= TASK BRIEF =
I'd like the entries that follow repeated exactly, with the pictures left out.

[Stored data]

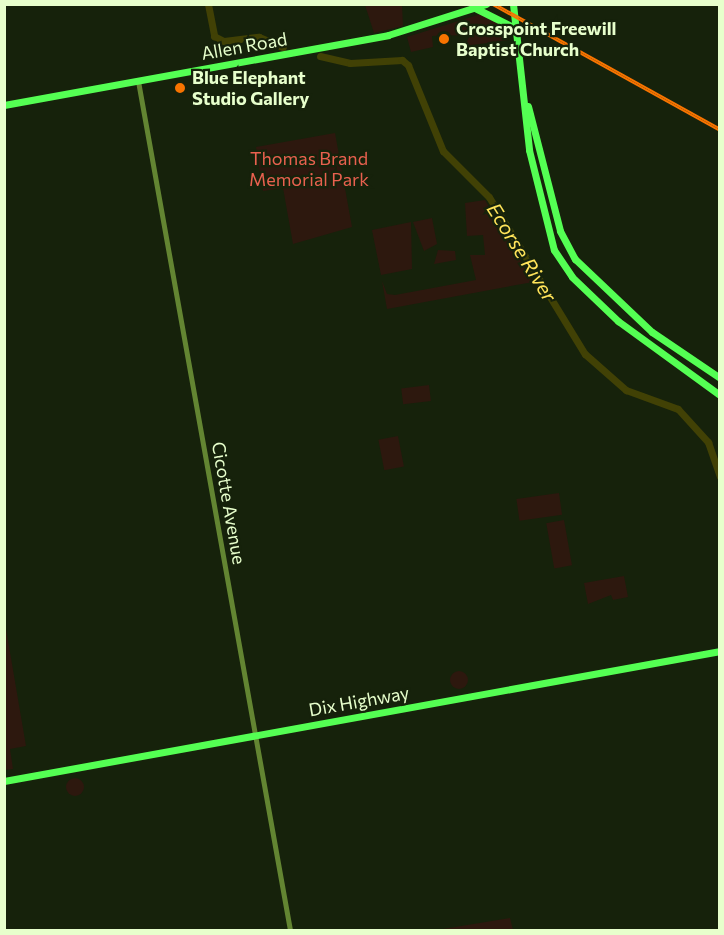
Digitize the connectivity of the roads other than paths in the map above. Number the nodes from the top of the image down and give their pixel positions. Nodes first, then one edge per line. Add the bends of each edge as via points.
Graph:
1 (486, 4) edge
2 (513, 4) edge
3 (475, 8) junction
4 (517, 29) junction
5 (138, 81) junction
6 (525, 98) junction
7 (4, 105) edge
8 (720, 378) edge
9 (720, 395) edge
10 (720, 651) edge
11 (255, 735) junction
12 (4, 780) edge
13 (290, 930) edge

1 - 3 main road, Allen Road
2 - 4 main road
3 - 4 main road
3 - 5 main road, Allen Road via 388,35
4 - 6 main road
5 - 7 main road, Allen Road
5 - 11 street, Cicotte Avenue
6 - 8 main road via 560,231 575,259 645,326
6 - 9 main road via 540,211 562,264 633,334
10 - 11 main road, Dix Highway
11 - 12 main road, Dix Highway
11 - 13 street, Cicotte Avenue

= SOLUTION TO THIS EXERCISE =
Digitize the connectivity of the roads other than paths in the map above. Number the nodes from the top of the image down and give their pixel positions. Nodes first, then one edge per line. Add the bends of each edge as via points.
Graph:
1 (486, 4) edge
2 (513, 4) edge
3 (475, 8) junction
4 (517, 29) junction
5 (138, 81) junction
6 (525, 98) junction
7 (4, 105) edge
8 (720, 378) edge
9 (720, 395) edge
10 (720, 651) edge
11 (255, 735) junction
12 (4, 780) edge
13 (290, 930) edge

1 - 3 main road, Allen Road
2 - 4 main road
3 - 4 main road
3 - 5 main road, Allen Road via 388,35
4 - 6 main road
5 - 7 main road, Allen Road
5 - 11 street, Cicotte Avenue
6 - 8 main road via 560,231 575,259 645,326
6 - 9 main road via 540,211 562,264 633,334
10 - 11 main road, Dix Highway
11 - 12 main road, Dix Highway
11 - 13 street, Cicotte Avenue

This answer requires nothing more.